Taking Health Care to Rural India
Undergrads travel to India as volunteers for Project RISHI (Rural India Social and Health Improvement), a nonprofit organization committed to developing and transforming the poorest of Indian villages into progressive and modern communities.
Published: Tuesday, September 02, 2008
Last year, Srivatsan led a team of 10 UCLA undergraduates who examined villagers for ailments. Communicable diseases are rife in the village, especially during the monsoons.
By Ajay Singh
SHOELESS CHILDREN on filthy village streets, dodging cattle and dogs. Families cooking in shingled huts next to cesspools of human waste. Flies and mosquitoes everywhere.
Appalling sights like these greeted a team of UCLA undergraduates during their visit last year to Vadamanappakkam, a southern Indian village about 100 miles from Chennai, one of India's major metropolises.
"I was taken aback by the level of poverty," recalled Amit Jain, a 4th-year neuroscience student of Indian origin who had seen poverty before elsewhere in India. He returned from his second trip to the village this past July. "It's a pretty nasty situation to live in."

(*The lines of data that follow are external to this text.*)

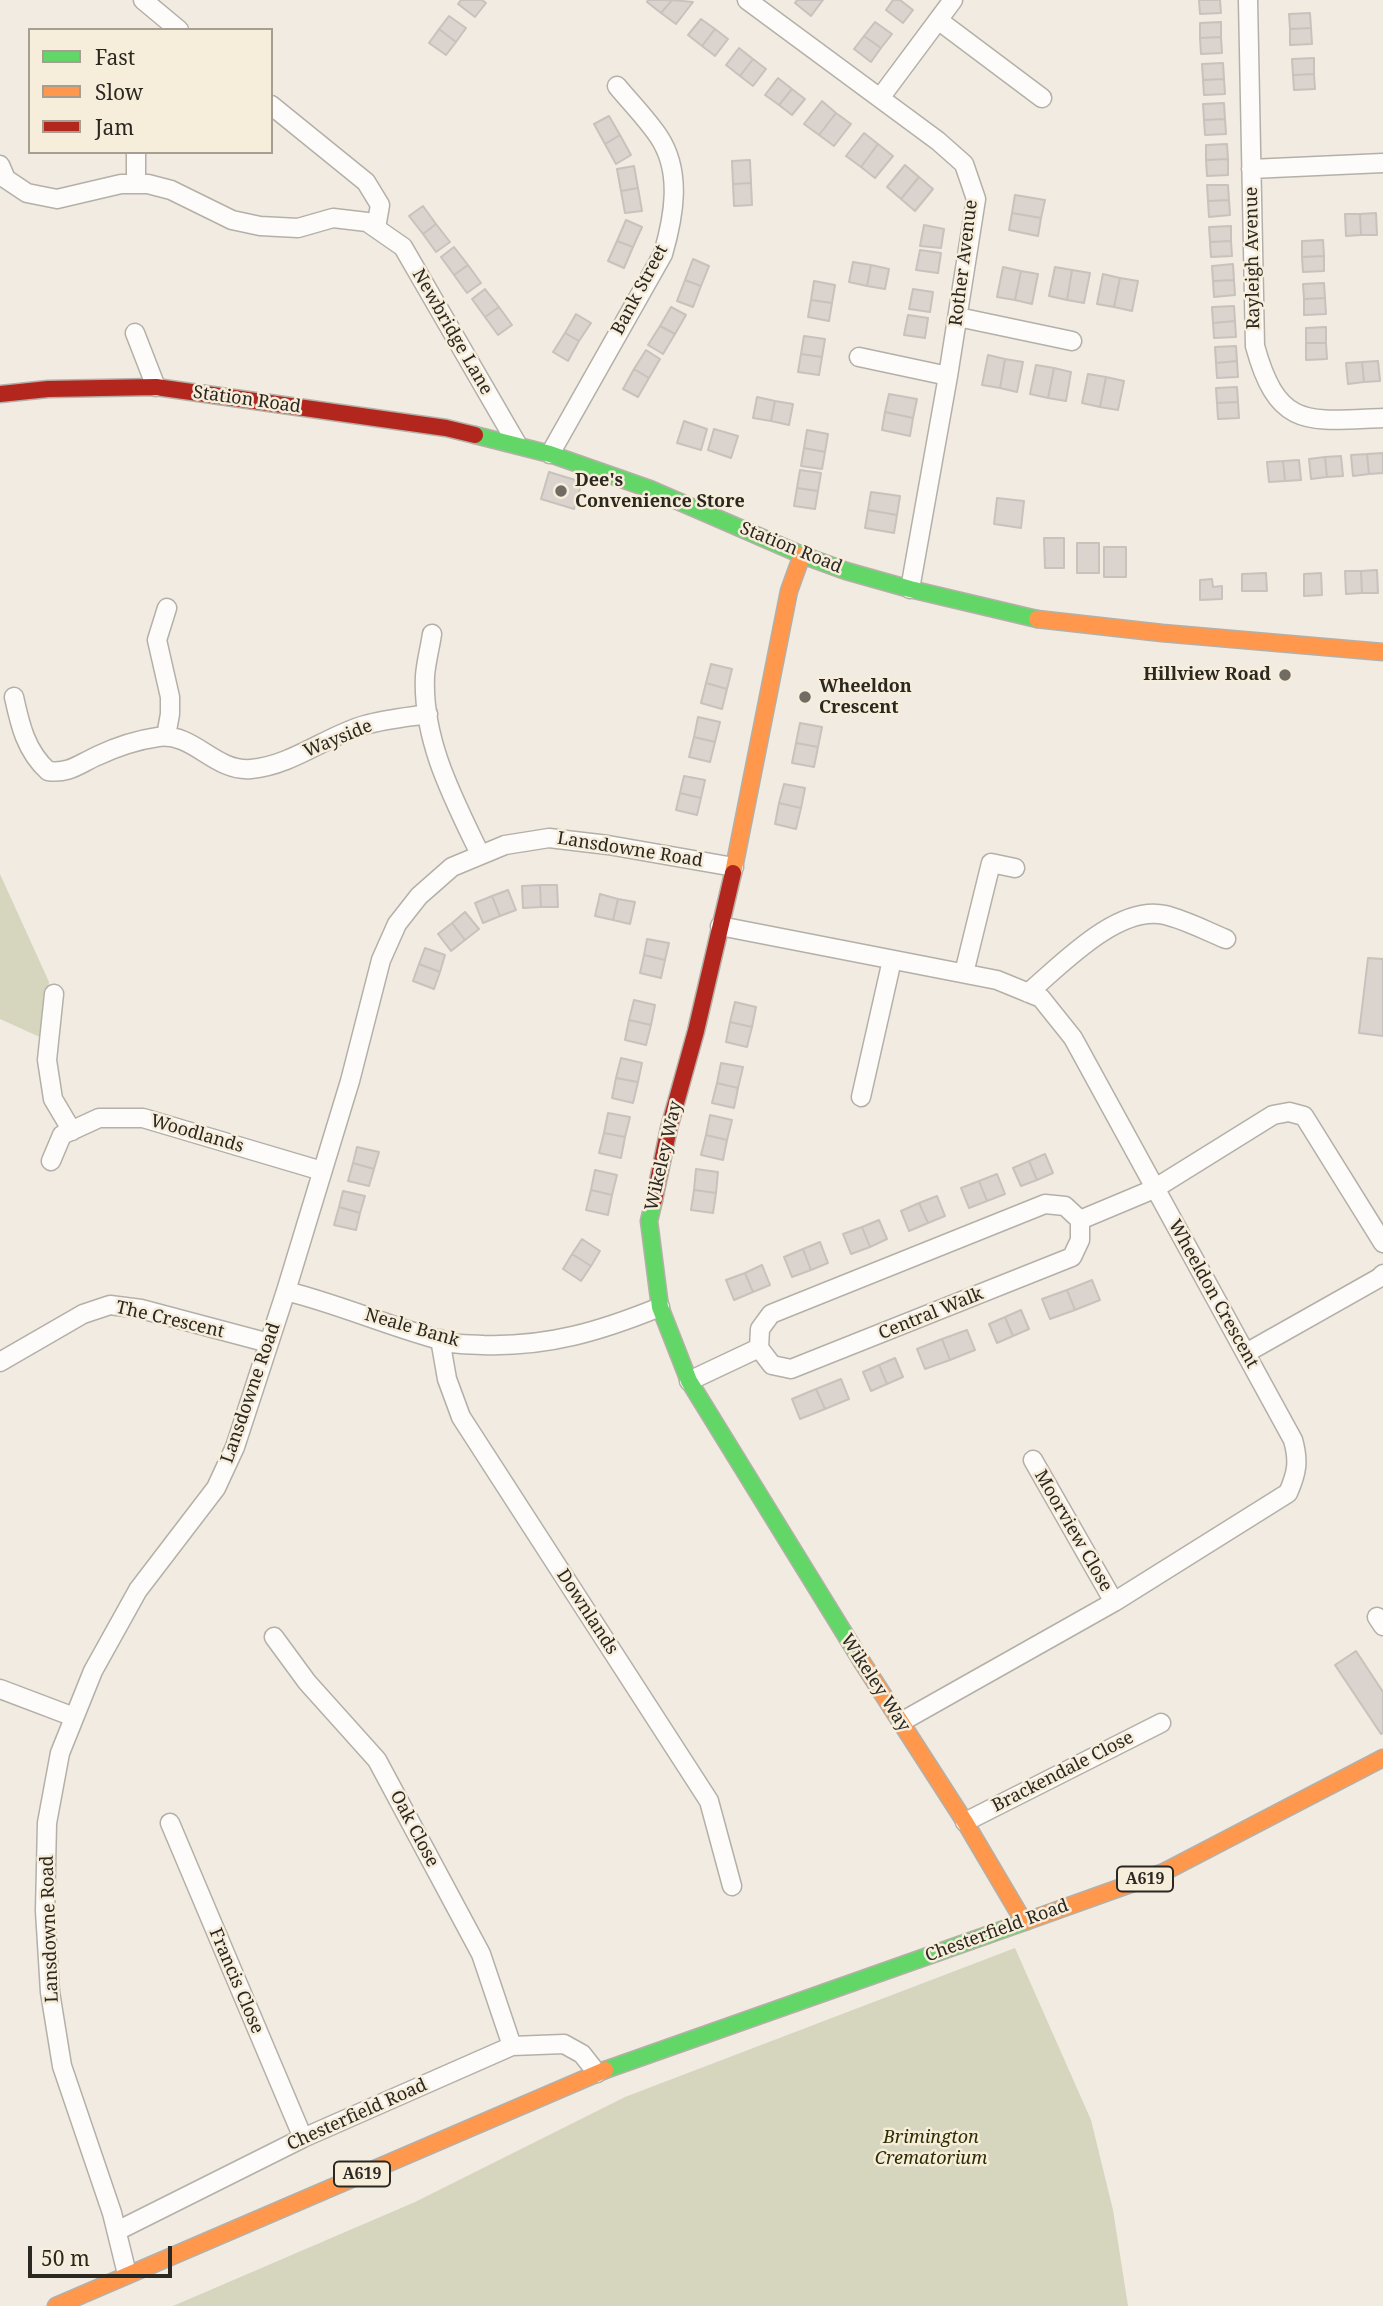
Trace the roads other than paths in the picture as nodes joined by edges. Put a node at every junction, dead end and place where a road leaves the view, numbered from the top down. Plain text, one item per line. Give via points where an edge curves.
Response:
1 (143, 0) edge
2 (953, 0) edge
3 (1248, 0) edge
4 (750, 1) edge
5 (938, 20) junction
6 (177, 28) edge
7 (617, 86) dead end
8 (880, 98) junction
9 (1042, 98) dead end
10 (273, 107) edge
11 (136, 154) edge
12 (1383, 163) edge
13 (0, 165) edge
14 (1251, 169) junction
15 (136, 184) junction
16 (372, 225) junction
17 (958, 317) junction
18 (135, 334) dead end
19 (1072, 341) dead end
20 (859, 357) dead end
21 (948, 376) junction
22 (156, 387) junction
23 (0, 394) edge
24 (1383, 418) edge
25 (517, 444) junction
26 (550, 454) junction
27 (802, 555) junction
28 (910, 589) junction
29 (167, 608) dead end
30 (432, 634) dead end
31 (1383, 652) edge
32 (7, 698) edge
33 (428, 714) junction
34 (166, 736) junction
35 (480, 854) junction
36 (734, 867) junction
37 (1015, 868) dead end
38 (720, 926) junction
39 (1226, 939) dead end
40 (892, 960) junction
41 (964, 973) junction
42 (1028, 993) junction
43 (54, 994) dead end
44 (861, 1097) dead end
45 (72, 1131) junction
46 (51, 1161) dead end
47 (322, 1171) junction
48 (1154, 1189) junction
49 (1080, 1220) junction
50 (1383, 1243) edge
51 (1383, 1274) edge
52 (286, 1291) junction
53 (660, 1307) junction
54 (440, 1339) junction
55 (268, 1343) junction
56 (759, 1348) junction
57 (1246, 1353) junction
58 (0, 1362) edge
59 (689, 1381) junction
60 (1033, 1460) dead end
61 (1114, 1602) junction
62 (274, 1637) dead end
63 (0, 1689) edge
64 (74, 1717) junction
65 (901, 1722) junction
66 (1161, 1723) dead end
67 (1383, 1758) edge
68 (965, 1822) junction
69 (170, 1823) dead end
70 (733, 1886) dead end
71 (1024, 1922) junction
72 (512, 2046) junction
73 (597, 2073) junction
74 (303, 2138) junction
75 (117, 2231) junction
76 (127, 2274) junction
77 (55, 2306) edge

1 - 6 street
2 - 5 street
3 - 14 street, Rayleigh Avenue
4 - 8 street, Rother Avenue
5 - 8 street
5 - 9 street
7 - 26 street, Bank Street via 660,138 670,164 672,222 663,254
8 - 17 street, Rother Avenue via 964,164 976,199
10 - 16 street via 366,182 380,205
11 - 15 street
12 - 14 street
13 - 15 street via 6,179 27,193 57,199
14 - 24 street, Rayleigh Avenue via 1255,346 1262,373 1276,397 1293,413 1321,421
15 - 16 street via 171,190 232,219 260,226 298,229 333,218
16 - 25 street, Newbridge Lane via 403,247
17 - 19 street
17 - 21 street, Rother Avenue
18 - 22 street
20 - 21 street
21 - 28 street, Rother Avenue
22 - 23 main road, Station Road
22 - 25 main road, Station Road via 446,428
25 - 26 main road, Station Road
26 - 27 main road, Station Road via 650,489
27 - 28 main road, Station Road
27 - 36 main road, Wikeley Way via 789,591
28 - 31 main road, Station Road via 1034,619
29 - 34 street via 157,640 170,697
30 - 33 street via 425,677
32 - 34 street via 31,751 48,771 70,771 126,744
33 - 34 street, Wayside via 364,725 280,763 250,769 223,766 178,738
33 - 35 street via 430,738
35 - 36 street, Lansdowne Road via 549,838
35 - 47 street, Lansdowne Road via 452,867 419,896 397,924 381,960
36 - 38 main road, Wikeley Way
37 - 41 street via 991,863
38 - 40 street, Wheeldon Crescent
38 - 53 main road, Wikeley Way via 649,1220
39 - 42 street via 1163,914 1130,917 1108,926
40 - 41 street, Wheeldon Crescent
40 - 44 street
41 - 42 street, Wheeldon Crescent
42 - 48 street, Wheeldon Crescent via 1041,998 1073,1038
43 - 45 street via 47,1060 53,1099
45 - 46 street via 62,1135
45 - 47 street, Woodlands via 99,1118 143,1118
47 - 52 street, Lansdowne Road
48 - 49 street
48 - 50 street via 1273,1115 1289,1112 1304,1116
48 - 57 street, Wheeldon Crescent
49 - 56 street via 1065,1206 1045,1204 1032,1209 771,1314 760,1329
49 - 56 street, Central Walk via 1080,1240 1072,1257 791,1370 772,1365
51 - 57 street
52 - 54 street, Neale Bank
52 - 55 street, Lansdowne Road
53 - 54 street, Neale Bank via 568,1339 514,1346
53 - 59 main road, Wikeley Way
54 - 70 street, Downlands via 447,1379 461,1417 709,1801
55 - 58 street, The Crescent via 110,1305 83,1314
55 - 64 street, Lansdowne Road via 235,1447 216,1488 138,1590 93,1671
56 - 59 street
57 - 61 street, Wheeldon Crescent via 1293,1440 1297,1474 1288,1493
59 - 65 main road, Wikeley Way
60 - 61 street, Moorview Close
61 - 65 street, Wheeldon Crescent
62 - 72 street, Oak Close via 307,1682 377,1760 481,1954
63 - 64 street
64 - 75 street, Lansdowne Road via 60,1753 47,1824 45,1911 50,1992 62,2066
65 - 68 main road, Wikeley Way
66 - 68 street, Brackendale Close
67 - 71 main road, Chesterfield Road / A619 via 1164,1872
68 - 71 main road, Wikeley Way
69 - 74 street, Francis Close
71 - 73 main road, Chesterfield Road / A619
72 - 73 street, Chesterfield Road via 564,2044 582,2054
72 - 74 street, Chesterfield Road
73 - 76 main road, Chesterfield Road / A619
74 - 75 street, Chesterfield Road
75 - 76 street, Lansdowne Road
76 - 77 main road, Chesterfield Road / A619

But that's precisely why Jain and his teammates were there. They had traveled to India as volunteers for Project RISHI (Rural India Social and Health Improvement), a nonprofit organization committed to developing and transforming the poorest of Indian villages into progressive and modern communities. The mission is aptly summed up in RISHI's motto and prominently displayed on its Web site www.projectrishi.org — "Bringing healthcare where it is needed the most."
Founded in 2005 by Eri Srivatsan, adjunct professor of surgery at UCLA, RISHI is funded mostly by private donations. Several contributors are professors and students on campus who also serve on the organization's board of advisors and trustees.
Vadamanappakkam is RISHI's first undertaking, partly because Srivatsan was born there, but also because the village is near the city of Vellore, where one of India's most famous hospitals, the Christian Medical College, is located. Doctors at the college provide RISHI valuable advice on how to address health issues in the village, most of whose inhabitants are peasants or weavers.
Because children are the worst victims of Vadamanappakkam's underdevelopment, RISHI began its work in 2005 by building a four-foot-tall concrete wall around the village's only school playground, at a cost of $10,000. (The recreational area, meant for the village school's 1,000 students, was unprotected and had become vulnerable to both trespassers and grazing animals.)
Village residents suffer from an acute shortage of water. Recently, RISHI finished building a full-fledged medical clinic, run by a local doctor, that has one of the village's few — if not only — bathroom facilities. Last year, Srivatsan led a team of 10 UCLA undergraduates who examined villagers for ailments. Communicable diseases are rife in the village, especially during the monsoons.
However, "for the most part, these people suffer from excessive physical fatigue," Jain said. And although nearly all of the village's roughly 15,000 residents are poor, Jain and his teammates were surprised to discover that meager incomes weren't their most common complaint. Instead, their major grievance, underlying all others, was an acute shortage of water for drinking and sanitation.
Even the village's public bathrooms lack running water. And although there are plenty of hand pumps, the groundwater they deliver is undrinkable. As a result, the villagers rely on municipal tap water for drinking — never mind that it's about four times more polluted than what's acceptable in the United States.
Amit Jain (left) and other UCLA undergraduates standing in front of the village sign. What's more, villagers get just 30 minutes of tap water, and only every other day. "They have to be ready with buckets to fill up water that must last two days," Jain said, adding that fights over water are a common and distressing occurrence.
RISHI is talking to a range of international experts to determine the best way to tackle the village's most pressing health problem. But providing water is a complex issue. "If we increase the supply, there's a danger that the groundwater will get gradually depleted," Jain explained. "If we provide purified water, the villagers could lose the immunity they have to local water and would fall sick if they drink water outside their village."
A team of about a dozen UCLA undergraduates is currently in the village, conducting socioeconomic surveys and increasing their awareness about health issues. The students, in turn, are learning a lot from their experiences.
"It's a very interesting time for us — I've gained a new perspective as a student, a future doctor and a human being," said Jain. "I wouldn't trade it for anything."